"The agent of Providence—let us say. Come. Be reasonable. I am sure that the trifling disorder in the carburetor may be corrected. We shall go on presently. The night is young. We shall reach Brod perhaps by daylight. What do you say? Shall we be friends?"
There was nothing else to be done. The disgusted Renwick shrugged and got into the tonneau of the machine, awaiting the pleasure of his captor. Out of the chaos of his disappointment came the one consoling thought, that whatever Linke was, he was not a German.
CHAPTER XII
FLIGHT
The visions which disturbed Marishka Strahni in that dim borderland between sleep and waking persisted in her dreams. And always Goritz predominated—sometimes smiling, sometimes frowning but always cold, sinister and calculating. He made love to her and spurned her by turns, threatened her with the fate of the Duchess, whom she saw dead before her eyes, the victim of a shot in the back. There was a smoking pistol in Marishka's hand, and another figure lying near, which wore the uniform of an Austrian general—the Archduke Franz it seemed, until she moved to one side and saw that the figure had the face of Hugh Renwick. She started up from her couch, a scream on her lips—calling to Hugh——! Was she awake or was this another dream, more dreadful than the last? There followed a conflict of bewildering noises, as though night had mercifully fallen upon a chaos of disaster. She sat up and looked around her. A train.

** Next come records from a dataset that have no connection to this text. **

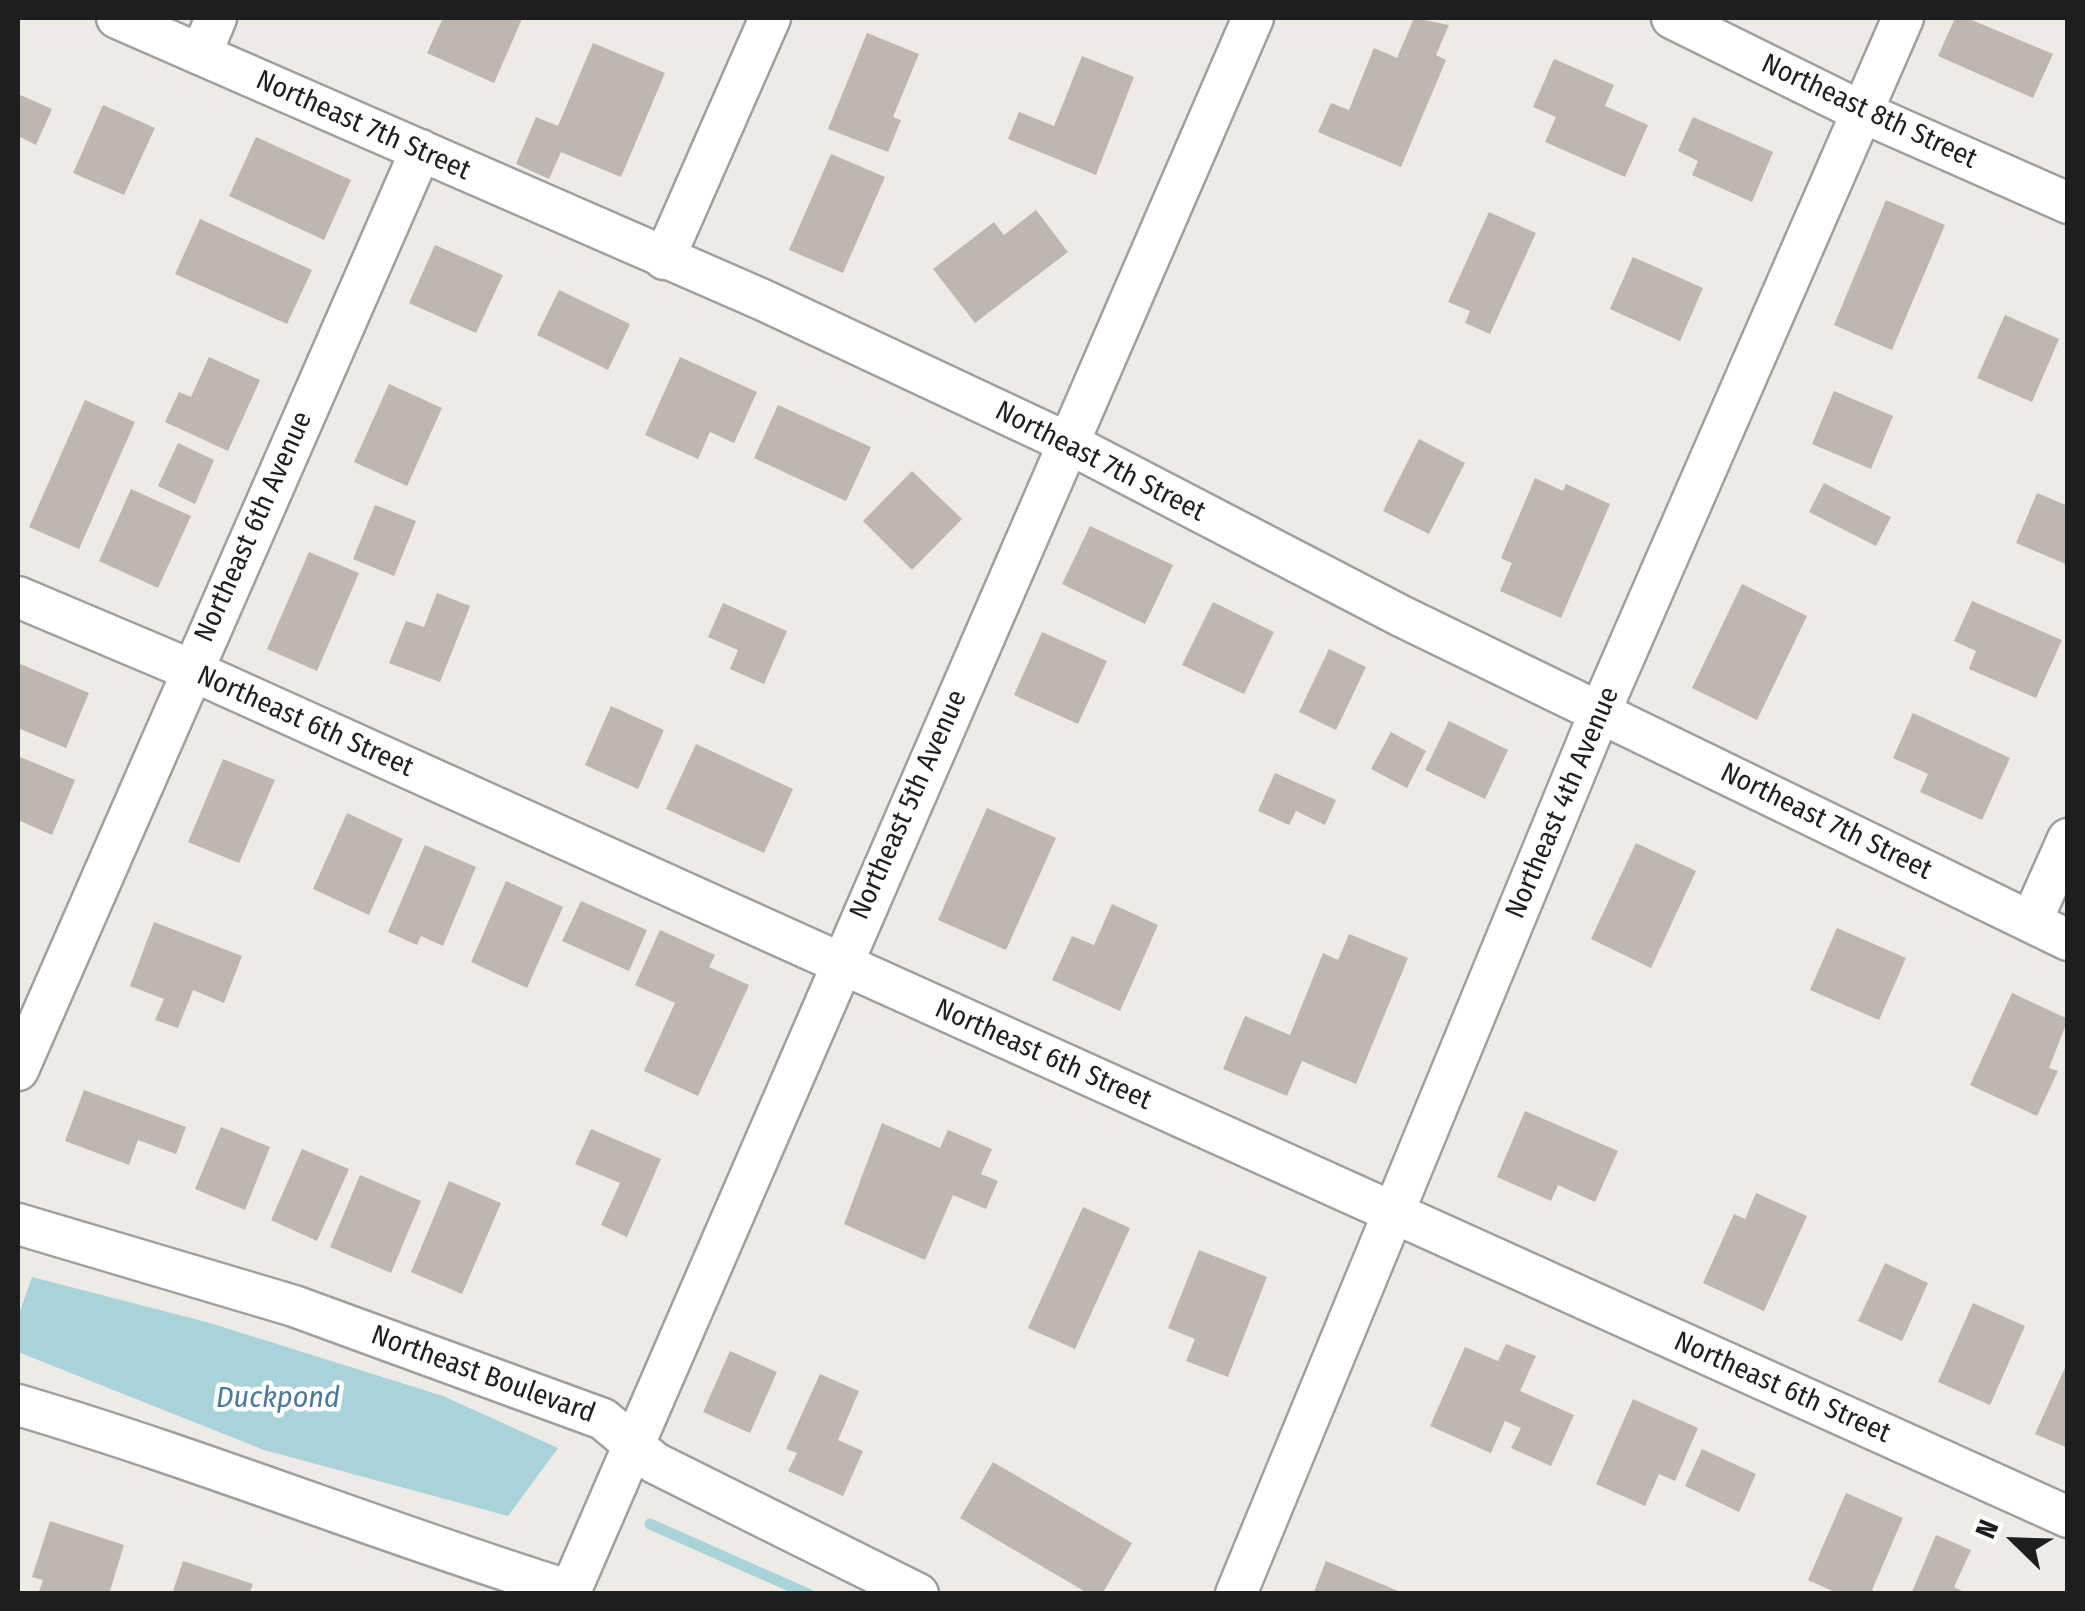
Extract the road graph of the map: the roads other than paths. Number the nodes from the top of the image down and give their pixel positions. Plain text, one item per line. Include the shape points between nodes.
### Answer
1 (118, 18) edge
2 (770, 18) edge
3 (1253, 18) edge
4 (1672, 18) edge
5 (1903, 18) edge
6 (209, 36) edge
7 (1862, 112) junction
8 (421, 150) junction
9 (2068, 203) edge
10 (664, 259) junction
11 (1068, 443) junction
12 (18, 597) edge
13 (192, 670) junction
14 (1600, 712) junction
15 (2068, 838) edge
16 (2032, 922) junction
17 (2068, 940) edge
18 (840, 964) junction
19 (18, 1070) edge
20 (1394, 1212) junction
21 (18, 1224) edge
22 (18, 1405) edge
23 (633, 1444) junction
24 (2068, 1517) edge
25 (569, 1592) edge
26 (918, 1594) edge
27 (1236, 1594) edge

1 - 6 street, Northeast 7th Street
2 - 10 street
3 - 11 street, Northeast 5th Avenue
4 - 7 street, Northeast 8th Street
5 - 7 street, Northeast 4th Avenue
6 - 8 street, Northeast 7th Street
7 - 9 street, Northeast 8th Street
7 - 14 street, Northeast 4th Avenue
8 - 10 street, Northeast 7th Street
8 - 13 street, Northeast 6th Avenue
10 - 11 street, Northeast 7th Street
11 - 14 street, Northeast 7th Street
11 - 18 street, Northeast 5th Avenue
12 - 13 street, Northeast 6th Street
13 - 18 street, Northeast 6th Street
13 - 19 street, Northeast 6th Avenue
14 - 16 street, Northeast 7th Street
14 - 20 street, Northeast 4th Avenue
15 - 16 street
16 - 17 street, Northeast 7th Street
18 - 20 street, Northeast 6th Street
18 - 23 street, Northeast 5th Avenue
20 - 24 street, Northeast 6th Street
20 - 27 street, Northeast 4th Avenue
21 - 23 street, Northeast Boulevard via 294,1306 603,1418
22 - 25 street via 161,1447 368,1527
23 - 25 street, Northeast 5th Avenue
23 - 26 street, Northeast Boulevard via 655,1463

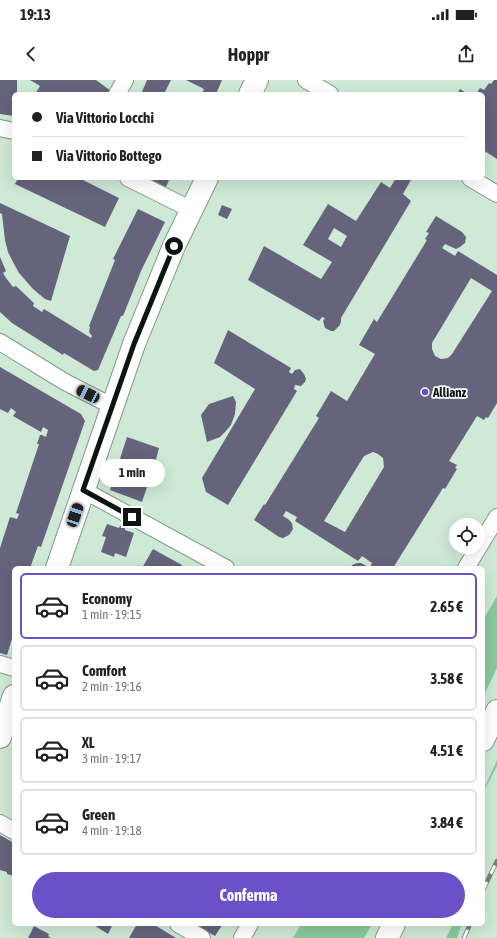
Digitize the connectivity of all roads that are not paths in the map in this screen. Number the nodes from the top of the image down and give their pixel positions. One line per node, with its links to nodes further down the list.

She gasped a sigh of relief as her gaze pierced the dimness of the elusive shadows. She remembered now. Captain Goritz. But she was still alone. She lay down again, trying to keep awake in dread of the visions, but exhaustion conquered again and she slept, dreaming now of another Hugh, a tender and chivalrous lover who held her in his arms and whispered of roses.
It was daylight when she awoke. Captain Goritz was now sitting by the window smiling at her. She started up drowsily, fingering at her hair.
"You have slept well, Countess?" he asked cheerfully and without waiting for her reply. "It is well. You have probably a trying day before you."
Marishka straightened and looked out of the window past him at the sunlit morning. Could it be possible that this alert pleasant person was the Nemesis of her dreams? The world had taken on a new complexion, washed clean of terrors by the pure dews of the night.